The required output is a verbatim transcription of the listing, pictures excluded.

=== Section Start ===

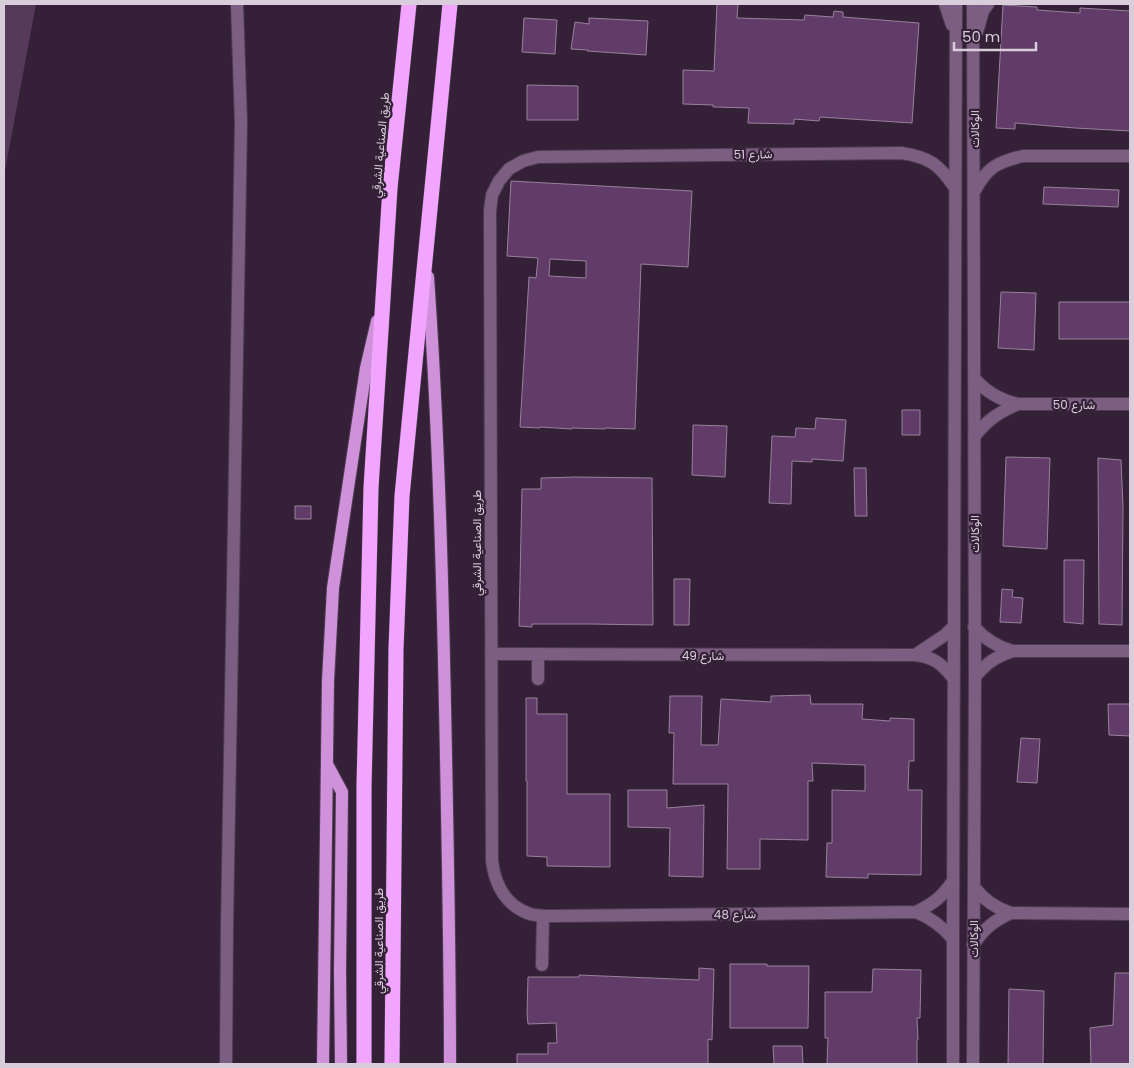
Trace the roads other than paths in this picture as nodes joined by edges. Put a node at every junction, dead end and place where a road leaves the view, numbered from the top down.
1 (237, 4) edge
2 (409, 4) edge
3 (450, 4) edge
4 (945, 4) edge
5 (956, 4) edge
6 (973, 4) edge
7 (988, 4) edge
8 (956, 40) junction
9 (973, 44) junction
10 (1130, 156) edge
11 (538, 157) joint
12 (955, 188) junction
13 (974, 192) junction
14 (427, 248) junction
15 (384, 289) junction
16 (974, 378) junction
17 (1018, 404) junction
18 (1130, 404) edge
19 (974, 437) junction
20 (954, 626) junction
21 (974, 627) junction
22 (1013, 651) junction
23 (1130, 651) edge
24 (491, 654) junction
25 (538, 654) junction
26 (915, 655) junction
27 (975, 676) junction
28 (538, 678) dead end
29 (954, 678) junction
30 (326, 764) junction
31 (953, 881) junction
32 (974, 887) junction
33 (916, 912) junction
34 (1011, 914) junction
35 (1130, 914) edge
36 (548, 916) junction
37 (953, 939) junction
38 (973, 945) junction
39 (542, 965) dead end
40 (226, 1064) edge
41 (323, 1064) edge
42 (341, 1064) edge
43 (364, 1064) edge
44 (392, 1064) edge
45 (450, 1064) edge
46 (953, 1064) edge
47 (973, 1064) edge

1 - 40 street
2 - 15 highway, طريق الصناعية الشرقي
3 - 14 highway, طريق الصناعية الشرقي
4 - 8 street
5 - 8 street, الوكالات
6 - 9 street, الوكالات
7 - 9 street
8 - 12 street, الوكالات
9 - 13 street, الوكالات
10 - 13 street
11 - 12 street, شارع 51
11 - 24 street, طريق الصناعية الشرقي
12 - 20 street, الوكالات
13 - 16 street, الوكالات
14 - 44 highway, طريق الصناعية الشرقي
14 - 45 main road, طريق الصناعية الشرقي
15 - 30 main road, طريق الصناعية الشرقي
15 - 43 highway, طريق الصناعية الشرقي
16 - 17 street, شارع 50
16 - 19 street, الوكالات
17 - 18 street, شارع 50
17 - 19 street, شارع 50
19 - 21 street, الوكالات
20 - 26 street
20 - 29 street, الوكالات
21 - 22 street
21 - 27 street, الوكالات
22 - 23 street
22 - 27 street
24 - 25 street, شارع 49
24 - 36 street, طريق الصناعية الشرقي
25 - 26 street, شارع 49
25 - 28 street
26 - 29 street, شارع 49
27 - 32 street, الوكالات
29 - 31 street, الوكالات
30 - 41 main road, طريق الصناعية الشرقي
30 - 42 main road
31 - 33 street, شارع 48
31 - 37 street, الوكالات
32 - 34 street
32 - 38 street, الوكالات
33 - 36 street, شارع 48
33 - 37 street, شارع 48
34 - 35 street
34 - 38 street
36 - 39 street
37 - 46 street, الوكالات
38 - 47 street, الوكالات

=== Section End ===

▶ **RESULT**:
Trace the roads other than paths in this picture as nodes joined by edges. Put a node at every junction, dead end and place where a road leaves the view, numbered from the top down.
1 (237, 4) edge
2 (409, 4) edge
3 (450, 4) edge
4 (945, 4) edge
5 (956, 4) edge
6 (973, 4) edge
7 (988, 4) edge
8 (956, 40) junction
9 (973, 44) junction
10 (1130, 156) edge
11 (538, 157) joint
12 (955, 188) junction
13 (974, 192) junction
14 (427, 248) junction
15 (384, 289) junction
16 (974, 378) junction
17 (1018, 404) junction
18 (1130, 404) edge
19 (974, 437) junction
20 (954, 626) junction
21 (974, 627) junction
22 (1013, 651) junction
23 (1130, 651) edge
24 (491, 654) junction
25 (538, 654) junction
26 (915, 655) junction
27 (975, 676) junction
28 (538, 678) dead end
29 (954, 678) junction
30 (326, 764) junction
31 (953, 881) junction
32 (974, 887) junction
33 (916, 912) junction
34 (1011, 914) junction
35 (1130, 914) edge
36 (548, 916) junction
37 (953, 939) junction
38 (973, 945) junction
39 (542, 965) dead end
40 (226, 1064) edge
41 (323, 1064) edge
42 (341, 1064) edge
43 (364, 1064) edge
44 (392, 1064) edge
45 (450, 1064) edge
46 (953, 1064) edge
47 (973, 1064) edge

1 - 40 street
2 - 15 highway, طريق الصناعية الشرقي
3 - 14 highway, طريق الصناعية الشرقي
4 - 8 street
5 - 8 street, الوكالات
6 - 9 street, الوكالات
7 - 9 street
8 - 12 street, الوكالات
9 - 13 street, الوكالات
10 - 13 street
11 - 12 street, شارع 51
11 - 24 street, طريق الصناعية الشرقي
12 - 20 street, الوكالات
13 - 16 street, الوكالات
14 - 44 highway, طريق الصناعية الشرقي
14 - 45 main road, طريق الصناعية الشرقي
15 - 30 main road, طريق الصناعية الشرقي
15 - 43 highway, طريق الصناعية الشرقي
16 - 17 street, شارع 50
16 - 19 street, الوكالات
17 - 18 street, شارع 50
17 - 19 street, شارع 50
19 - 21 street, الوكالات
20 - 26 street
20 - 29 street, الوكالات
21 - 22 street
21 - 27 street, الوكالات
22 - 23 street
22 - 27 street
24 - 25 street, شارع 49
24 - 36 street, طريق الصناعية الشرقي
25 - 26 street, شارع 49
25 - 28 street
26 - 29 street, شارع 49
27 - 32 street, الوكالات
29 - 31 street, الوكالات
30 - 41 main road, طريق الصناعية الشرقي
30 - 42 main road
31 - 33 street, شارع 48
31 - 37 street, الوكالات
32 - 34 street
32 - 38 street, الوكالات
33 - 36 street, شارع 48
33 - 37 street, شارع 48
34 - 35 street
34 - 38 street
36 - 39 street
37 - 46 street, الوكالات
38 - 47 street, الوكالات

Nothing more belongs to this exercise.